For some advertisers, the ads can prove to be a bit confusing – there are Page Post Ads, Page Post Sponsored Stories, and Dark Page Posts. These ads can also run solely in Facebook’s newsfeed or right-hand side or in both placements. So while they are versatile and can be great at driving desired actions, they can be also be difficult to understand.

Let’s revisit this ad type by breaking down exactly how it works and reviewing the best ways to get the most of it. For starters, let’s take a look at the newsfeed placement for a Page Post Ad posted link:

This ad unit has four distinct clickable areas:

FB page post

1.         The owner of the Facebook Page (“1-800-Flowers.com” above); a click here takes the user to the client’s Facebook Page.

2.         The post itself (“Could there be a sweeter…”); clicking the post directs the user to the full text of the post and accumulated comments.

3.         The image / link off-site (“I Love You Mom Chocolates”); this click drives users to the off-site domain.

4.         The action buttons (Like, Comment, Share); these either keep the user on the ad (Like and Comment) or cause a page overlay that allows the user to share the story on his or her timeline without leaving the newsfeed (Share).

Based on the proportions of each of these components, a user is most likely to click on the image or body text. This will be the desired result for many advertisers, and in recent testing, we’ve seen around 70% of all clicks following this path.

Page Post Advantages:

Increased Newsfeed Visibility: Newsfeed placement loosens the restrictions on image dimensions and character limitations. Ads shown in the right-hand side of Facebook allow for images 100 pixels x 72 pixels and 90 characters of text in the body of the ad. Page Post Ads, though limited to 90 characters in the message (“Ready to move…” above), allow for additional text in the link, the caption, and the description beneath the link. This allows the advertisers a better opportunity to explain their product or promotion and attract interested users to click through.

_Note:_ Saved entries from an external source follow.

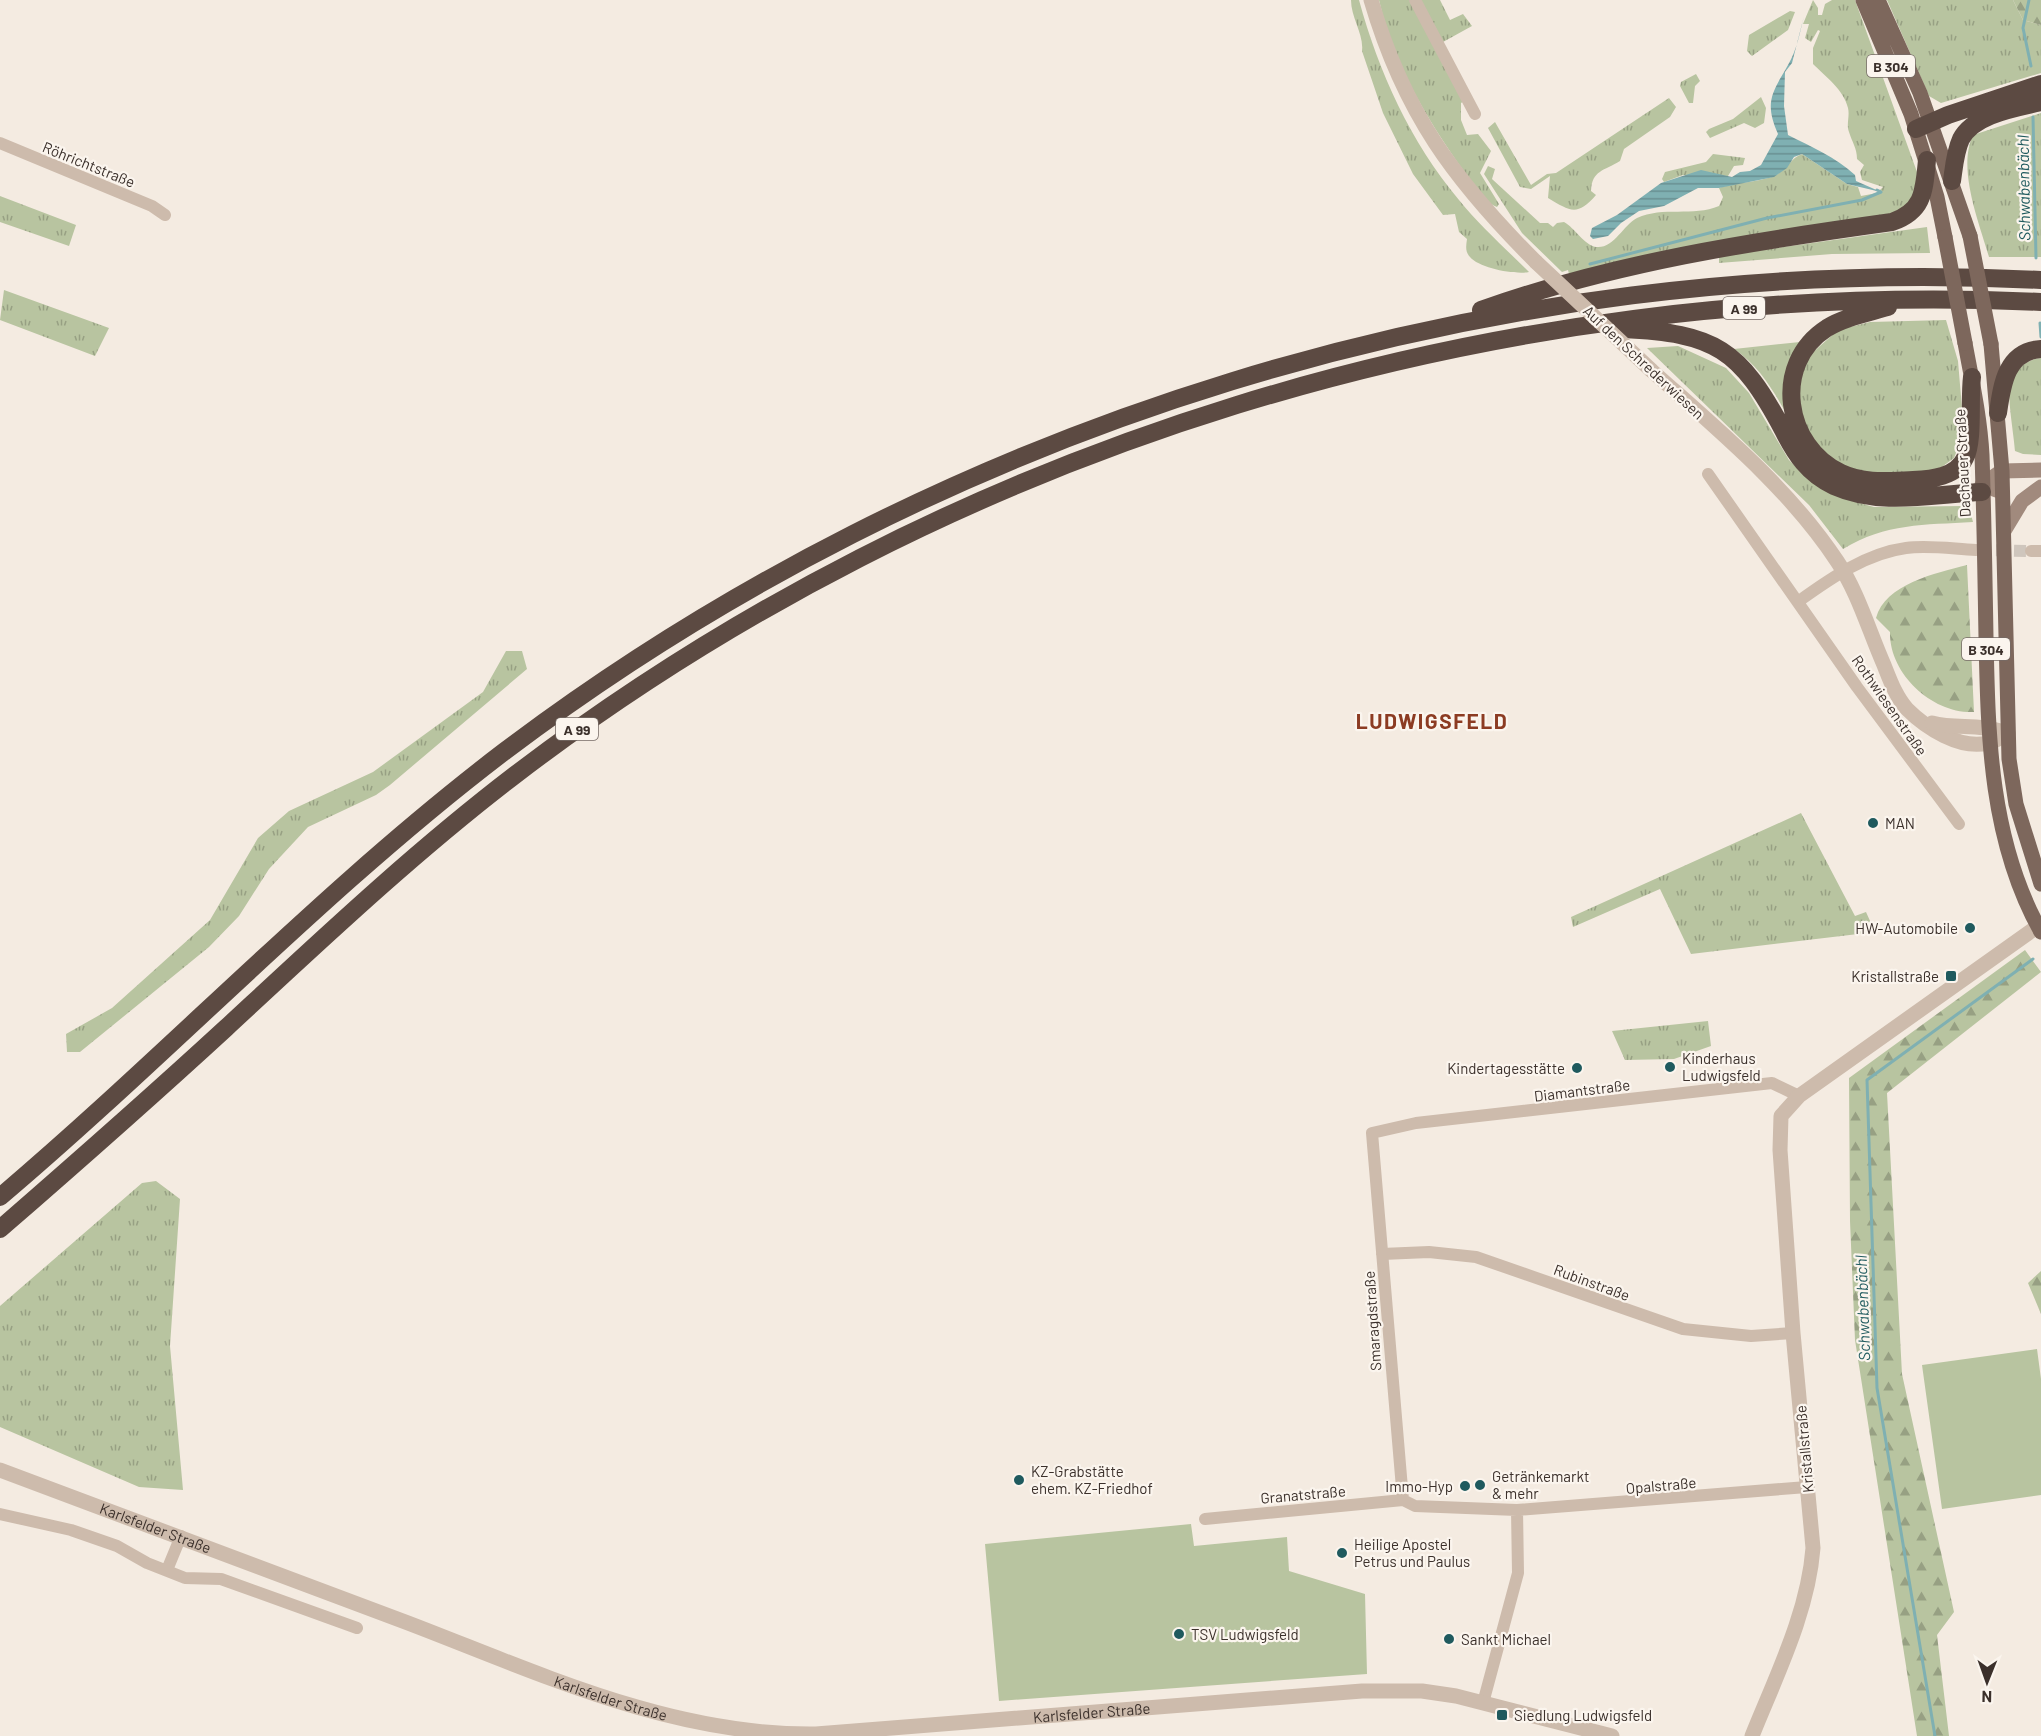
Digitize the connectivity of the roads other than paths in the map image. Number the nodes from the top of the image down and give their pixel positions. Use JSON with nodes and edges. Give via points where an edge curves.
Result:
{"nodes":[{"id":1,"x":1371,"y":0,"type":"edge"},
{"id":2,"x":1415,"y":0,"type":"edge"},
{"id":3,"x":1863,"y":0,"type":"edge"},
{"id":4,"x":1878,"y":0,"type":"edge"},
{"id":5,"x":2041,"y":84,"type":"edge"},
{"id":6,"x":2041,"y":102,"type":"edge"},
{"id":7,"x":1475,"y":114,"type":"dead end"},
{"id":8,"x":1924,"y":126,"type":"junction"},
{"id":9,"x":0,"y":143,"type":"edge"},
{"id":10,"x":1927,"y":160,"type":"junction"},
{"id":11,"x":1952,"y":181,"type":"junction"},
{"id":12,"x":165,"y":214,"type":"dead end"},
{"id":13,"x":2041,"y":272,"type":"edge"},
{"id":14,"x":2014,"y":278,"type":"junction"},
{"id":15,"x":2041,"y":280,"type":"edge"},
{"id":16,"x":1912,"y":300,"type":"junction"},
{"id":17,"x":2041,"y":302,"type":"edge"},
{"id":18,"x":1576,"y":326,"type":"junction"},
{"id":19,"x":1414,"y":333,"type":"junction"},
{"id":20,"x":2041,"y":349,"type":"edge"},
{"id":21,"x":1972,"y":377,"type":"junction"},
{"id":22,"x":1998,"y":413,"type":"junction"},
{"id":23,"x":2041,"y":470,"type":"edge"},
{"id":24,"x":2002,"y":471,"type":"junction"},
{"id":25,"x":1708,"y":474,"type":"dead end"},
{"id":26,"x":2041,"y":486,"type":"edge"},
{"id":27,"x":1982,"y":489,"type":"junction"},
{"id":28,"x":2002,"y":492,"type":"junction"},
{"id":29,"x":2004,"y":531,"type":"junction"},
{"id":30,"x":1976,"y":550,"type":"tunnel mouth"},
{"id":31,"x":1844,"y":572,"type":"junction"},
{"id":32,"x":1799,"y":600,"type":"junction"},
{"id":33,"x":1923,"y":721,"type":"junction"},
{"id":34,"x":1988,"y":727,"type":"junction"},
{"id":35,"x":2008,"y":733,"type":"junction"},
{"id":36,"x":1989,"y":743,"type":"junction"},
{"id":37,"x":1959,"y":824,"type":"dead end"},
{"id":38,"x":2041,"y":884,"type":"edge"},
{"id":39,"x":2040,"y":928,"type":"edge"},
{"id":40,"x":1799,"y":1096,"type":"junction"},
{"id":41,"x":1371,"y":1139,"type":"joint"},
{"id":42,"x":0,"y":1197,"type":"edge"},
{"id":43,"x":0,"y":1229,"type":"edge"},
{"id":44,"x":1382,"y":1254,"type":"junction"},
{"id":45,"x":1793,"y":1333,"type":"junction"},
{"id":46,"x":0,"y":1470,"type":"edge"},
{"id":47,"x":1807,"y":1487,"type":"junction"},
{"id":48,"x":1403,"y":1500,"type":"junction"},
{"id":49,"x":1517,"y":1510,"type":"junction"},
{"id":50,"x":0,"y":1514,"type":"edge"},
{"id":51,"x":1205,"y":1519,"type":"dead end"},
{"id":52,"x":181,"y":1536,"type":"junction"},
{"id":53,"x":167,"y":1570,"type":"junction"},
{"id":54,"x":357,"y":1628,"type":"dead end"},
{"id":55,"x":1483,"y":1703,"type":"junction"},
{"id":56,"x":1612,"y":1736,"type":"edge"},
{"id":57,"x":1752,"y":1736,"type":"edge"}],
"edges":[{"from":1,"to":31,"type":"street","name":"Auf den Schrederwiesen","bridge":true,"via":[[1401,85],[1442,157],[1486,212],[1788,499]]},
{"from":2,"to":7,"type":"street"},
{"from":3,"to":8,"type":"main road","name":"Dachauer Straße","number":"B 304"},
{"from":4,"to":8,"type":"main road","name":"Dachauer Straße","number":"B 304"},
{"from":5,"to":8,"type":"highway"},
{"from":6,"to":11,"type":"highway","via":[[2006,111],[1968,129],[1957,149]]},
{"from":8,"to":10,"type":"main road","name":"Dachauer Straße","number":"B 304"},
{"from":8,"to":11,"type":"main road","name":"Dachauer Straße","number":"B 304"},
{"from":9,"to":12,"type":"street","name":"Röhrichtstraße"},
{"from":10,"to":19,"type":"highway","via":[[1922,195],[1916,209],[1905,218],[1797,236],[1533,291]]},
{"from":10,"to":21,"type":"main road","name":"Dachauer Straße","number":"B 304","bridge":true},
{"from":11,"to":22,"type":"main road","name":"Dachauer Straße","number":"B 304","bridge":true,"via":[[1970,236],[1991,344]]},
{"from":13,"to":14,"type":"highway"},
{"from":14,"to":15,"type":"highway","number":"A 99"},
{"from":14,"to":19,"type":"highway","number":"A 99","via":[[1855,277],[1690,288],[1538,309]]},
{"from":16,"to":17,"type":"highway","number":"A 99"},
{"from":16,"to":18,"type":"highway","number":"A 99","via":[[1793,304]]},
{"from":16,"to":21,"type":"highway","via":[[1842,321],[1810,343],[1797,364],[1791,390],[1792,415],[1806,444],[1828,466],[1861,480],[1945,476],[1959,467],[1968,451]]},
{"from":18,"to":27,"type":"highway","via":[[1677,333],[1724,351],[1755,381],[1805,467],[1832,485],[1889,498]]},
{"from":18,"to":43,"type":"highway","number":"A 99","via":[[1369,368],[1190,419],[1107,448],[958,510],[772,604],[584,723],[461,817],[364,899],[123,1122]]},
{"from":19,"to":42,"type":"highway","number":"A 99","via":[[1223,384],[1134,412],[1026,455],[843,538],[643,655],[532,731],[424,814],[112,1100]]},
{"from":20,"to":22,"type":"highway","via":[[2020,356],[2010,366]]},
{"from":21,"to":27,"type":"main road","name":"Dachauer Straße","number":"B 304"},
{"from":22,"to":24,"type":"main road","name":"Dachauer Straße","number":"B 304"},
{"from":23,"to":24,"type":"main road"},
{"from":24,"to":27,"type":"main road"},
{"from":24,"to":28,"type":"main road","name":"Dachauer Straße","number":"B 304"},
{"from":25,"to":32,"type":"street","name":"Rothwiesenstraße"},
{"from":26,"to":28,"type":"main road"},
{"from":26,"to":29,"type":"main road","via":[[2022,501]]},
{"from":27,"to":28,"type":"main road"},
{"from":27,"to":34,"type":"main road","name":"Dachauer Straße","number":"B 304"},
{"from":28,"to":29,"type":"main road","name":"Dachauer Straße","number":"B 304"},
{"from":29,"to":35,"type":"main road","name":"Dachauer Straße","number":"B 304"},
{"from":30,"to":31,"type":"street","via":[[1907,548],[1879,555]]},
{"from":31,"to":32,"type":"street"},
{"from":31,"to":33,"type":"street","name":"Auf den Schrederwiesen","via":[[1897,695]]},
{"from":32,"to":37,"type":"street","name":"Rothwiesenstraße","via":[[1857,687]]},
{"from":33,"to":34,"type":"street","via":[[1948,727]]},
{"from":33,"to":36,"type":"street","name":"Auf den Schrederwiesen","via":[[1958,741]]},
{"from":34,"to":35,"type":"street"},
{"from":34,"to":36,"type":"main road","name":"Dachauer Straße","number":"B 304"},
{"from":35,"to":36,"type":"street"},
{"from":35,"to":38,"type":"main road","name":"Dachauer Straße","number":"B 304","via":[[2016,804]]},
{"from":36,"to":39,"type":"main road","name":"Dachauer Straße","number":"B 304","via":[[2000,822],[2018,882]]},
{"from":39,"to":40,"type":"street","name":"Kristallstraße"},
{"from":40,"to":41,"type":"street","name":"Diamantstraße","via":[[1772,1083],[1385,1128],[1372,1133]]},
{"from":40,"to":45,"type":"street","name":"Kristallstraße","via":[[1785,1109],[1780,1126]]},
{"from":41,"to":44,"type":"street","name":"Smaragdstraße"},
{"from":44,"to":45,"type":"street","name":"Rubinstraße","via":[[1429,1252],[1476,1257],[1683,1329],[1751,1336]]},
{"from":44,"to":48,"type":"street","name":"Smaragdstraße"},
{"from":45,"to":47,"type":"street","name":"Kristallstraße"},
{"from":46,"to":52,"type":"street","name":"Karlsfelder Straße"},
{"from":47,"to":49,"type":"street","name":"Opalstraße"},
{"from":47,"to":57,"type":"street","name":"Kristallstraße","via":[[1813,1548],[1810,1580]]},
{"from":48,"to":49,"type":"street","name":"Opalstraße","via":[[1426,1508]]},
{"from":48,"to":51,"type":"street","name":"Granatstraße"},
{"from":49,"to":55,"type":"street","via":[[1518,1573]]},
{"from":50,"to":53,"type":"street","name":"Karlsfelder Straße","via":[[70,1530],[117,1546]]},
{"from":52,"to":53,"type":"street"},
{"from":52,"to":55,"type":"street","name":"Karlsfelder Straße","via":[[629,1706],[743,1731],[790,1735],[860,1732],[1362,1691],[1431,1692]]},
{"from":53,"to":54,"type":"street","name":"Karlsfelder Straße","via":[[185,1578],[221,1579]]},
{"from":55,"to":56,"type":"street","name":"Karlsfelder Straße"}]}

No Fan Base Needed: Unlike Sponsored Stories, which originate from a user’s actions and are spread to their friends, Page Post Ads do not depend on an existing fan base. The ads can be served to any of the 163 million U.S. Facebook users, on both desktop and mobile devices. Yet they do not lack social context. Once someone clicks the page heading or post, they often show engagement through page likes, post shares, and comments. These actions spread the organic distribution of the post, which is a great collateral benefit to sending users off-site.

Mobile Reach: Currently, Page Post Ads posted as links are the only option for driving users to an off-site domain on mobile devices. With daily mobile usage surpassing daily web usage, these ads can be a great way to attract more users to an advertiser’s site, and the only way to drive users to a mobile-optimized site!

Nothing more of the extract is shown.